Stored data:
-----

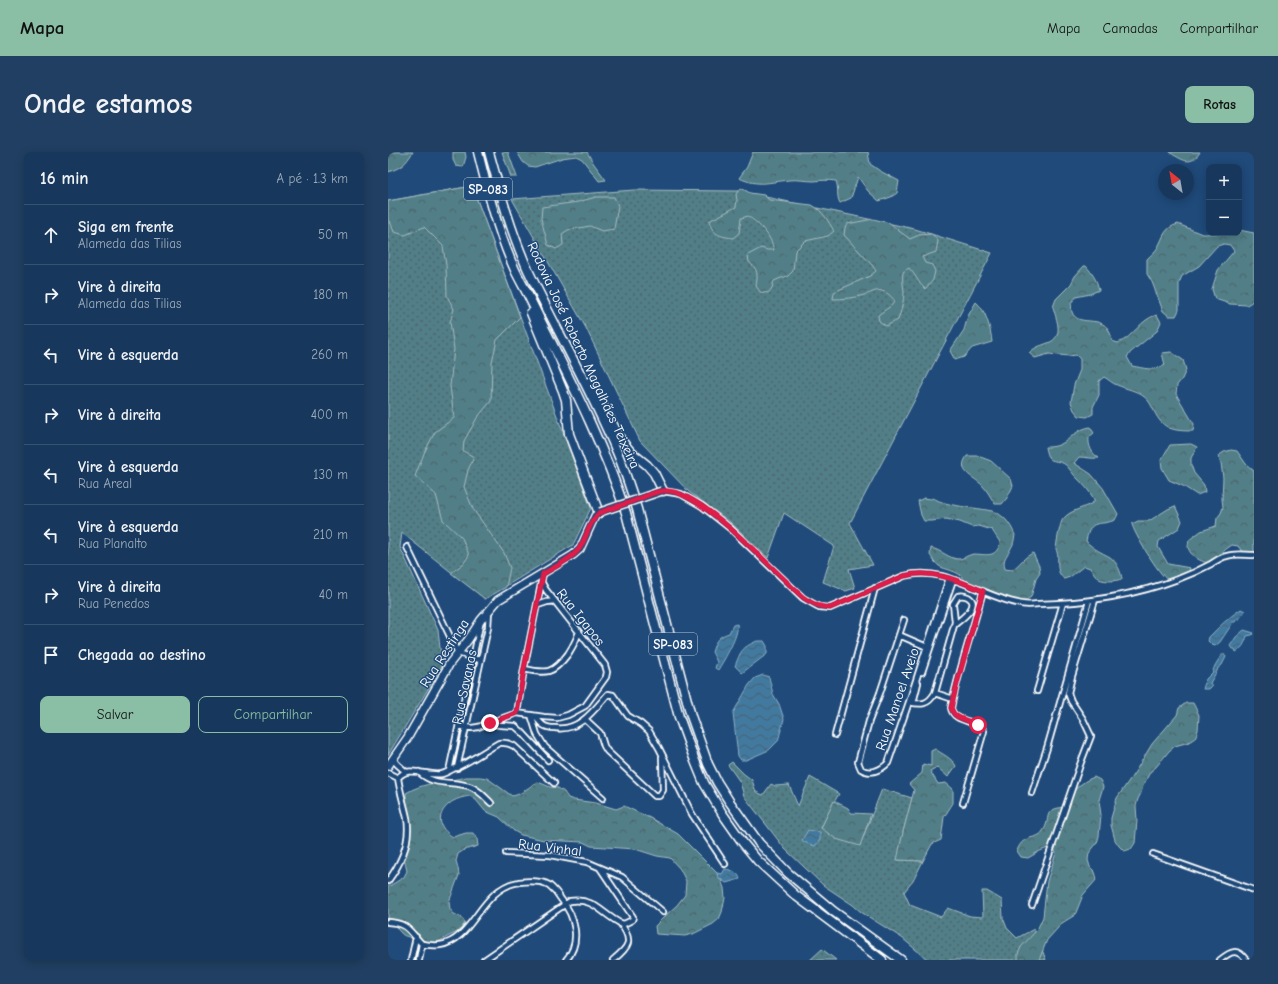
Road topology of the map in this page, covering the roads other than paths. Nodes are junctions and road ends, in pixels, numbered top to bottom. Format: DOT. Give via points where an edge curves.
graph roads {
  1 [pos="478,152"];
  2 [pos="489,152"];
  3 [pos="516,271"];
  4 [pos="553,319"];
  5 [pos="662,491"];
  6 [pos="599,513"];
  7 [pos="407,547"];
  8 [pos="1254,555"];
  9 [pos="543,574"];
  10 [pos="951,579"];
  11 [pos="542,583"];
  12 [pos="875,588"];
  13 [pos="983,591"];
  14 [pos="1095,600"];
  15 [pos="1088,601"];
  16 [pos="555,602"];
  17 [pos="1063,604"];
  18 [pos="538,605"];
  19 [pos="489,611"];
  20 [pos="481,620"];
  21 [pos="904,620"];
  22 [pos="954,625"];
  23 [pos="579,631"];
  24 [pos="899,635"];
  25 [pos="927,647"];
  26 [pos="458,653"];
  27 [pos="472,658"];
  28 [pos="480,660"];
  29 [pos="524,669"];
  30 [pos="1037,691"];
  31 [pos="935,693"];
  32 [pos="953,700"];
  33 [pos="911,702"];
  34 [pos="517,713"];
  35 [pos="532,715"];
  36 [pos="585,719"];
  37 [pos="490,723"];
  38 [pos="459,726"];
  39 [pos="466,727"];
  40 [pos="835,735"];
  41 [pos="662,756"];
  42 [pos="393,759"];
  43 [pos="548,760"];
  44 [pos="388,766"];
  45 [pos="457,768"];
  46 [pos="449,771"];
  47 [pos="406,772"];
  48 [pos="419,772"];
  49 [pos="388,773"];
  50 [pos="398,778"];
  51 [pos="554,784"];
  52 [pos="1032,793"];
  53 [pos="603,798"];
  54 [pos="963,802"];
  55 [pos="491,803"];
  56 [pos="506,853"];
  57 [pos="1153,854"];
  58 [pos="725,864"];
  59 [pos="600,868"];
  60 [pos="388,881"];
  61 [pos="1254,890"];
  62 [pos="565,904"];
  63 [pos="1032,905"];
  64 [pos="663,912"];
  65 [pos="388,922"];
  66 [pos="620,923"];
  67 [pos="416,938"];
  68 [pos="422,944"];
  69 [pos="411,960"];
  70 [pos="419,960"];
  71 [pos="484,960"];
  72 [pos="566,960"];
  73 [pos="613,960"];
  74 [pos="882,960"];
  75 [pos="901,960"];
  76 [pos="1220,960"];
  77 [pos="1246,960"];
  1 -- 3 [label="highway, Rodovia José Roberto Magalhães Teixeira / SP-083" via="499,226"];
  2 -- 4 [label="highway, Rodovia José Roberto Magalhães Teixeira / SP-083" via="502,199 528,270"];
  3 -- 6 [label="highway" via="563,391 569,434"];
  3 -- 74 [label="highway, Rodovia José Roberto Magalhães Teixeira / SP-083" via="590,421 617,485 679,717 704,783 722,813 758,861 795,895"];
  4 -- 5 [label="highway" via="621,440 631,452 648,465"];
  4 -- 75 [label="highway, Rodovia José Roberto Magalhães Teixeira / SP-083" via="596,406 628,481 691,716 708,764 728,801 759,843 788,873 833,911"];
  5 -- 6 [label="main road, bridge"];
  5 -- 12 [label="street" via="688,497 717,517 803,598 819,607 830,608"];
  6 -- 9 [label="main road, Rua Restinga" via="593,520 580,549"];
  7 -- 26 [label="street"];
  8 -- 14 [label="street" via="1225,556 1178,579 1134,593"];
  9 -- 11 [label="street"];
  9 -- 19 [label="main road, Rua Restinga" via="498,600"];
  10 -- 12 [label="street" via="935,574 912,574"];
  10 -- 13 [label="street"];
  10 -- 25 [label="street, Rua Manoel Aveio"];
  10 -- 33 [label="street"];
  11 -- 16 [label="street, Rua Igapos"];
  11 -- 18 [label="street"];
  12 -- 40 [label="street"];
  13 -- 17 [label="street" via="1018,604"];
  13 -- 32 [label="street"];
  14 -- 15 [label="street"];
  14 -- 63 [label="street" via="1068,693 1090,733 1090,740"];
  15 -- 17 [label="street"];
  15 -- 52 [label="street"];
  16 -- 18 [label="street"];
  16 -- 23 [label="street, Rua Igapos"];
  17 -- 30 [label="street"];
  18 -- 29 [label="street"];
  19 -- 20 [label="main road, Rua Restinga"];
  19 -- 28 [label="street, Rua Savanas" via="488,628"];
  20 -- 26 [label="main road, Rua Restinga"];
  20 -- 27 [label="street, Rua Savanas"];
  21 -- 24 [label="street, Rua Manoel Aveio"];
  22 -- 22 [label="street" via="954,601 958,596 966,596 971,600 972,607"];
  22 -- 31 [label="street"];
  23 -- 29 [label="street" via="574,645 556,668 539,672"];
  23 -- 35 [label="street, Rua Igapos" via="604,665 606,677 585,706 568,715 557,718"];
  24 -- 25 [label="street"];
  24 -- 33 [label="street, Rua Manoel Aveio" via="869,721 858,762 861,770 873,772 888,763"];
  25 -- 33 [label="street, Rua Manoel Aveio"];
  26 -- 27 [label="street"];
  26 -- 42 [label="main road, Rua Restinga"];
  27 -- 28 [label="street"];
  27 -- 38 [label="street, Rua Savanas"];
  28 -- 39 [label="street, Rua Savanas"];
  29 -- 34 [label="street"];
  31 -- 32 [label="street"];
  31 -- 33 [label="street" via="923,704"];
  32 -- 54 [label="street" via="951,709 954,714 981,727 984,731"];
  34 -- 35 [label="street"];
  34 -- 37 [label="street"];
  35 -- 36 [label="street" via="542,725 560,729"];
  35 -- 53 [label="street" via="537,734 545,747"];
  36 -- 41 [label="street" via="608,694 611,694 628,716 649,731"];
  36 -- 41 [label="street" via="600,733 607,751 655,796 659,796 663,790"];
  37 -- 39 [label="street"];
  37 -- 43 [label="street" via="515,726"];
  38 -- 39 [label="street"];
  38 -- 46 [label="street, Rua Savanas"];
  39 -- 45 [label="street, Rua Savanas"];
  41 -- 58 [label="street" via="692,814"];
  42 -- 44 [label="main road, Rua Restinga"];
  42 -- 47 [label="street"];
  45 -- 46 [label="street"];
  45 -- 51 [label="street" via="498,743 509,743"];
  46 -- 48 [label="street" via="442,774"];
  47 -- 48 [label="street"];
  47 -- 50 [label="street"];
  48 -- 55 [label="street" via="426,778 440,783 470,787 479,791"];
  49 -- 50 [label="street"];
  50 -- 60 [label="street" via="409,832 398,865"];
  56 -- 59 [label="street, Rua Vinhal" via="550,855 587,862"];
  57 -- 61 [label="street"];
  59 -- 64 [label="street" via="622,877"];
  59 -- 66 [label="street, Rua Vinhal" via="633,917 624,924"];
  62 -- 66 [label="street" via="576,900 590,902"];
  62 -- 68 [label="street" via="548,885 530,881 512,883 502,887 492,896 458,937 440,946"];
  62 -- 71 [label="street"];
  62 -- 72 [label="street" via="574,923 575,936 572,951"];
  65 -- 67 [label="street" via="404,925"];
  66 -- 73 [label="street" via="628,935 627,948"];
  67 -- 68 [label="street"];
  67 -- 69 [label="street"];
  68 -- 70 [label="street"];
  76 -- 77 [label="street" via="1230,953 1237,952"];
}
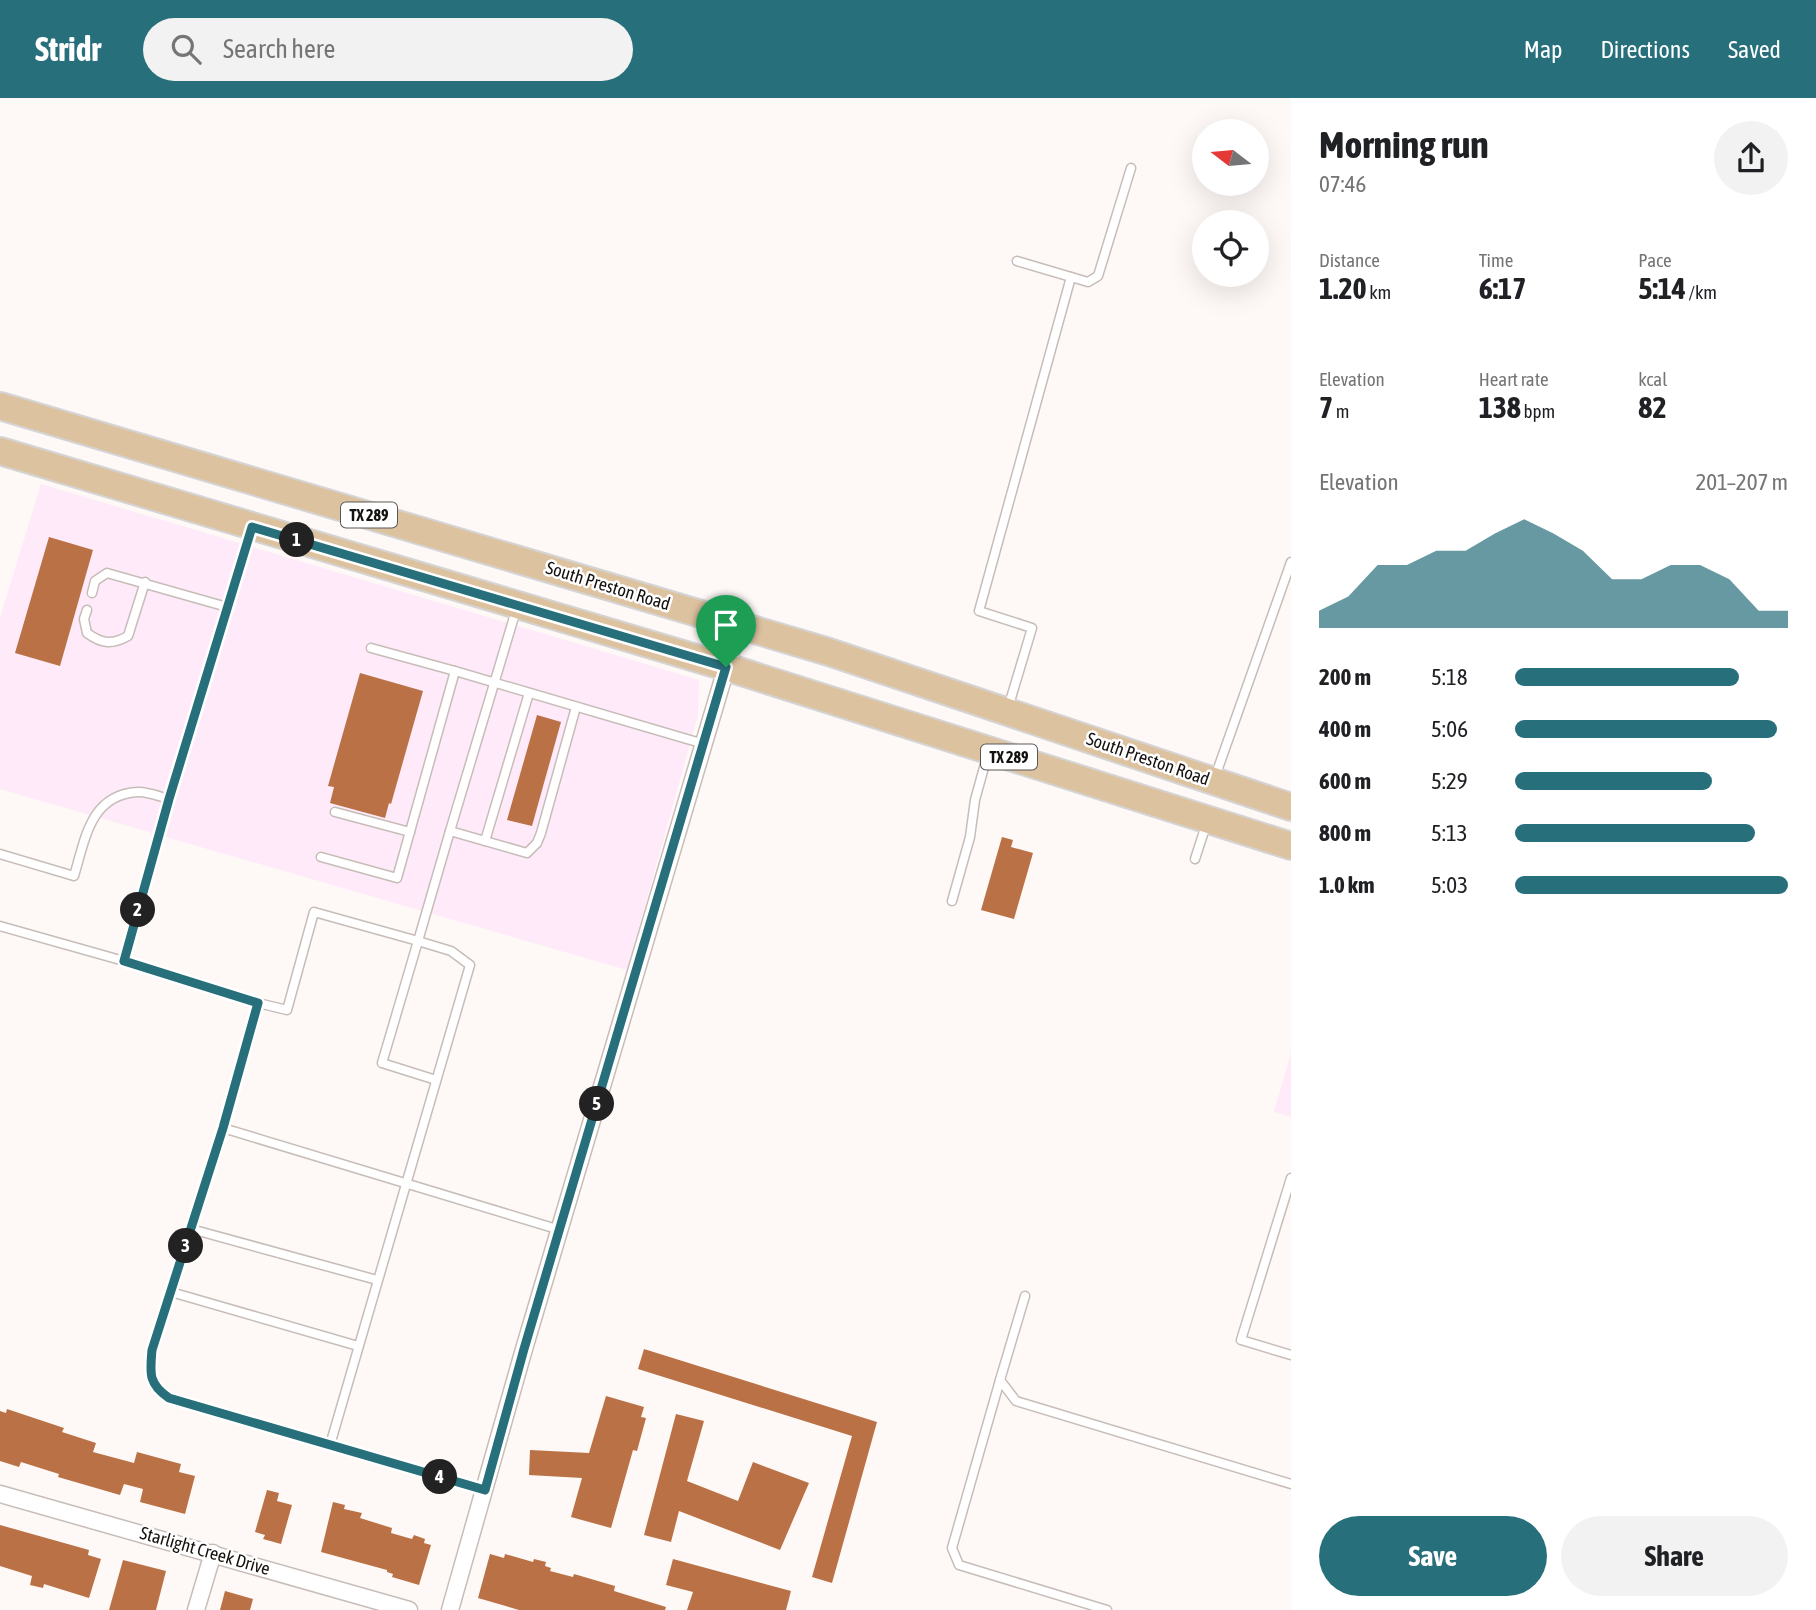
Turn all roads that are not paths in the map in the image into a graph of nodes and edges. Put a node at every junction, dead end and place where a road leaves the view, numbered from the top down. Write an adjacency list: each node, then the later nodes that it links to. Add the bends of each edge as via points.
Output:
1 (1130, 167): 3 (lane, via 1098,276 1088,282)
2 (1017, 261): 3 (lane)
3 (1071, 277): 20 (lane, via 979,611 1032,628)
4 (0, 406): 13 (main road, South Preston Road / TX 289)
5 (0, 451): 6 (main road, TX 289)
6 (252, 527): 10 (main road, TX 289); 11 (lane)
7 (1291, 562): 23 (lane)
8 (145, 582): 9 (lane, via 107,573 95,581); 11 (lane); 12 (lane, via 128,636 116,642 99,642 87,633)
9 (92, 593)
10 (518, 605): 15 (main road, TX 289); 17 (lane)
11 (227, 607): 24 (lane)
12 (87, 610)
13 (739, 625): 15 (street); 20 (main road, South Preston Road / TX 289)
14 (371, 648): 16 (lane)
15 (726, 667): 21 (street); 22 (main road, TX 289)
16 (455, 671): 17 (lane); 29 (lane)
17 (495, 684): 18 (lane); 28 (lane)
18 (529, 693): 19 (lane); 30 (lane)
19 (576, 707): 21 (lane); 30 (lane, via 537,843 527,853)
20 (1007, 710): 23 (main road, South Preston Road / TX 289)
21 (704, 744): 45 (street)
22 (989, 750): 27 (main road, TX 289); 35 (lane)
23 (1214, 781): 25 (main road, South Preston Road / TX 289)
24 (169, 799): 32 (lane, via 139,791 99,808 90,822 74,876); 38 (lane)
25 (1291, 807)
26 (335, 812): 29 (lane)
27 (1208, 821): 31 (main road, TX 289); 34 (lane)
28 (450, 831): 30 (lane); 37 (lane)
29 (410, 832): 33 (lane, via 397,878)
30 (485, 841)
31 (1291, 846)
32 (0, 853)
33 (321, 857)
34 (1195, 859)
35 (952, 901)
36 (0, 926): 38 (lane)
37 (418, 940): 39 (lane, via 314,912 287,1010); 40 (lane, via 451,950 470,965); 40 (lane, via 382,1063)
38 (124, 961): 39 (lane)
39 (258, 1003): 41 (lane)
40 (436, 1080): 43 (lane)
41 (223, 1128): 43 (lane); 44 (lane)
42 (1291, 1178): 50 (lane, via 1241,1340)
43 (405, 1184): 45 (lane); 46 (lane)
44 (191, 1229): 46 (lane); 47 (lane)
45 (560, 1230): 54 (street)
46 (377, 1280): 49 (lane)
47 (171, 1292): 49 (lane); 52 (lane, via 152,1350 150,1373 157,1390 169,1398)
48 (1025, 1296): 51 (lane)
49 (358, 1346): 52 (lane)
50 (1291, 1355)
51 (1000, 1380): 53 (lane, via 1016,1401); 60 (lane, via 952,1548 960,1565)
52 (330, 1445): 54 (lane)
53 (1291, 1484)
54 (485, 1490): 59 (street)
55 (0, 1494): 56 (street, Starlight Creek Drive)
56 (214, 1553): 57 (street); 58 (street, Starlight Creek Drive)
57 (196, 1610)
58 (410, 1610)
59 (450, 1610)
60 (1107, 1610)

-----

TASK GOAL: Figure out how many lines of the data above include "Drive", then give the number and nothing more.

TASK RESULT: 2